In the summer of 2022, the German data protection authorities (collectively, 'the German DPAs') initiated a coordinated audit campaign of the standard contracts of major web hosts. For the campaign, they have developed a checklist for auditing data processing agreements. For companies, this provides valuable guidance for concluding data processing agreements in practice, even outside of ongoing audit procedures.

Valentino Halim, Senior Associate from Wilmer Hale, unpacks the audit campaign of the German DPAs, with a particular focus on the checklist for examining data processing agreements, its scope, limitations, and potential.

cokada / Signature collection / istockphoto.com

Audit campaign by German DPAs

In June 2022, several German DPAs announced that they were aiming at reviewing data processing agreements of selected major providers in a broad-based, coordinated audit campaign.

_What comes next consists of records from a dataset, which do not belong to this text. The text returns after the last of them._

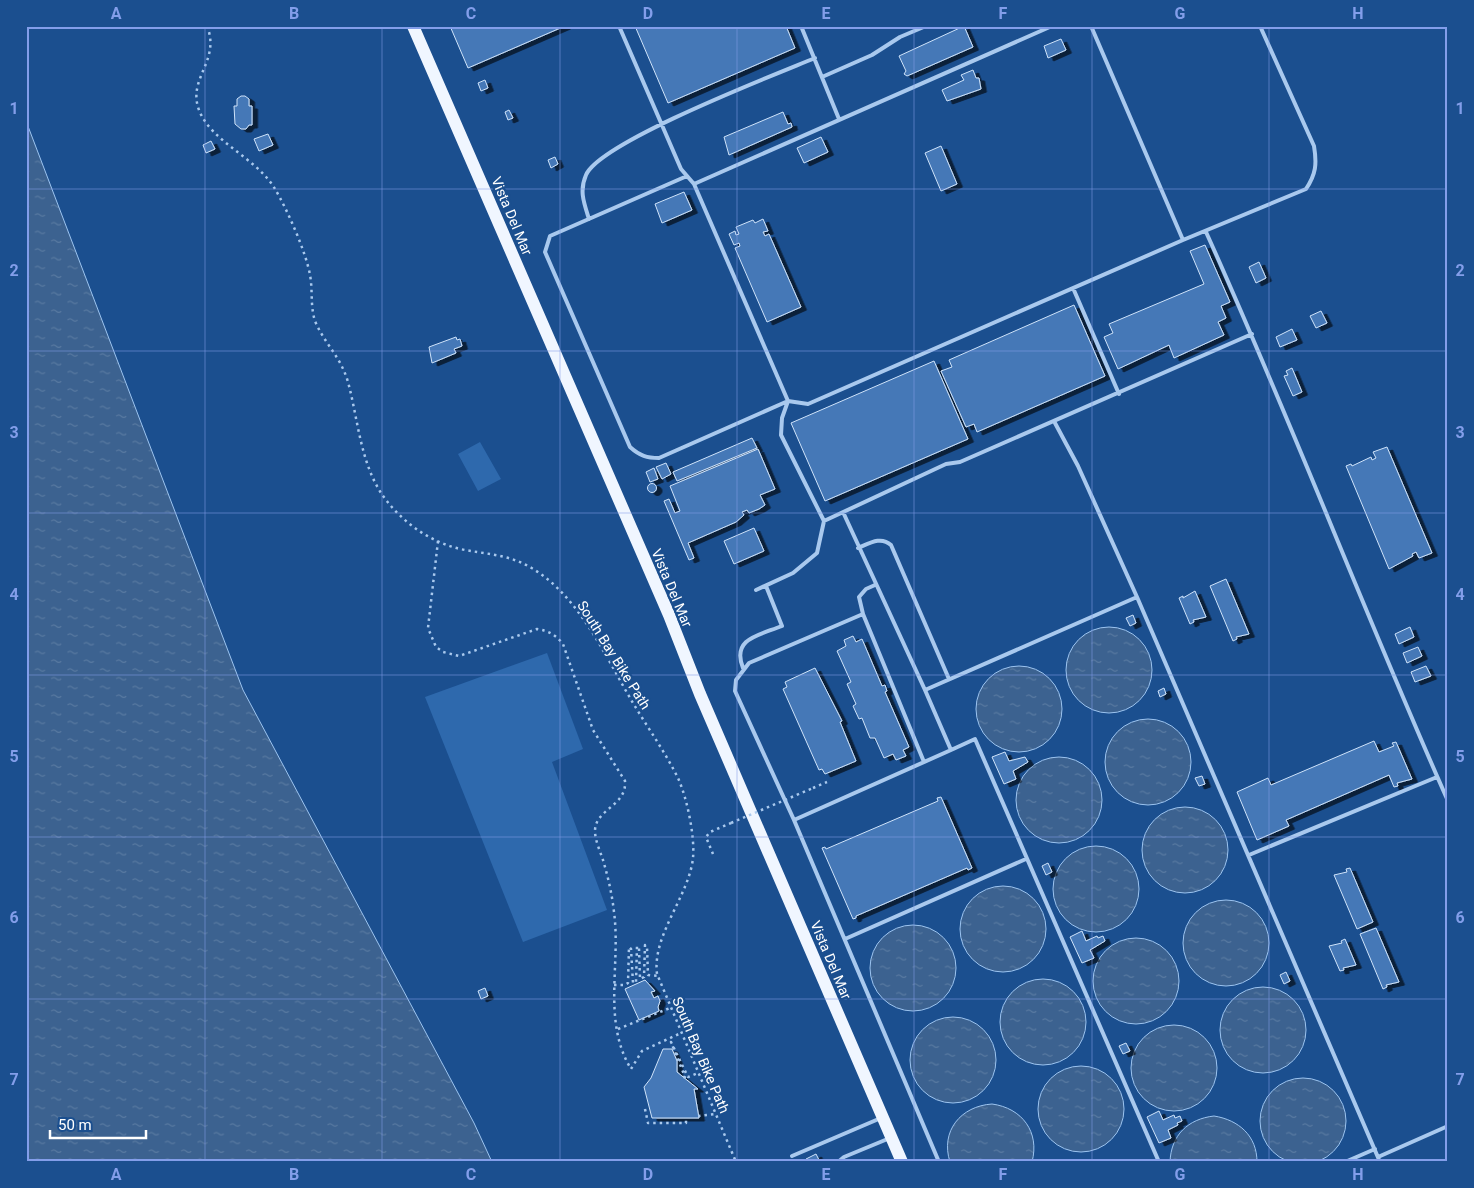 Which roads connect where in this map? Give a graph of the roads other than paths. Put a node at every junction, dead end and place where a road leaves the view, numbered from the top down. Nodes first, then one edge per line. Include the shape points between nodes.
1 (413, 26) edge
2 (619, 26) edge
3 (801, 26) edge
4 (926, 26) edge
5 (1052, 26) edge
6 (1091, 26) edge
7 (1260, 26) edge
8 (815, 58) junction
9 (822, 78) junction
10 (839, 119) junction
11 (662, 124) junction
12 (688, 176) junction
13 (694, 184) junction
14 (589, 219) junction
15 (1206, 232) junction
16 (1183, 240) junction
17 (1073, 288) junction
18 (1252, 334) junction
19 (1119, 394) junction
20 (788, 401) junction
21 (1054, 423) junction
22 (843, 512) junction
23 (824, 521) junction
24 (858, 548) junction
25 (875, 585) junction
26 (766, 586) junction
27 (756, 590) dead end
28 (1136, 597) junction
29 (863, 614) junction
30 (743, 668) junction
31 (949, 679) junction
32 (925, 690) junction
33 (951, 750) junction
34 (924, 762) junction
35 (1437, 777) junction
36 (1448, 801) edge
37 (794, 820) junction
38 (1248, 855) junction
39 (1026, 858) junction
40 (845, 939) junction
41 (883, 1117) junction
42 (1448, 1126) edge
43 (891, 1138) junction
44 (1375, 1149) junction
45 (792, 1156) dead end
46 (1378, 1157) junction
47 (838, 1162) edge
48 (902, 1162) edge
49 (939, 1162) edge
50 (1159, 1162) edge
51 (1345, 1162) edge
52 (1380, 1162) edge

In a press release1, the Berlin data protection authority ('Berlin Commissioner') announced its intention to review the standard agreements used by web hosting providers located in its jurisdiction with regard to their compatibility with the General Data Protection Regulation (Regulation (EU) 2016/679) ('GDPR'). Other German DPAs, like the Lower Saxony data protection authority ('LfD Niedersachsen')2, the Rhineland-Palatinate data protection authority ('LfDI Rheinland-Pfalz')3, the Saxon data protection authority ('SächsDSB'), the Sachsen-Anhalt data protection authority ('LfD Sachsen-Anhalt')4, and the Data Protection Authority of Bavaria for the Private Sector ('BayLDA')5, are also participating in this coordinated audit campaign.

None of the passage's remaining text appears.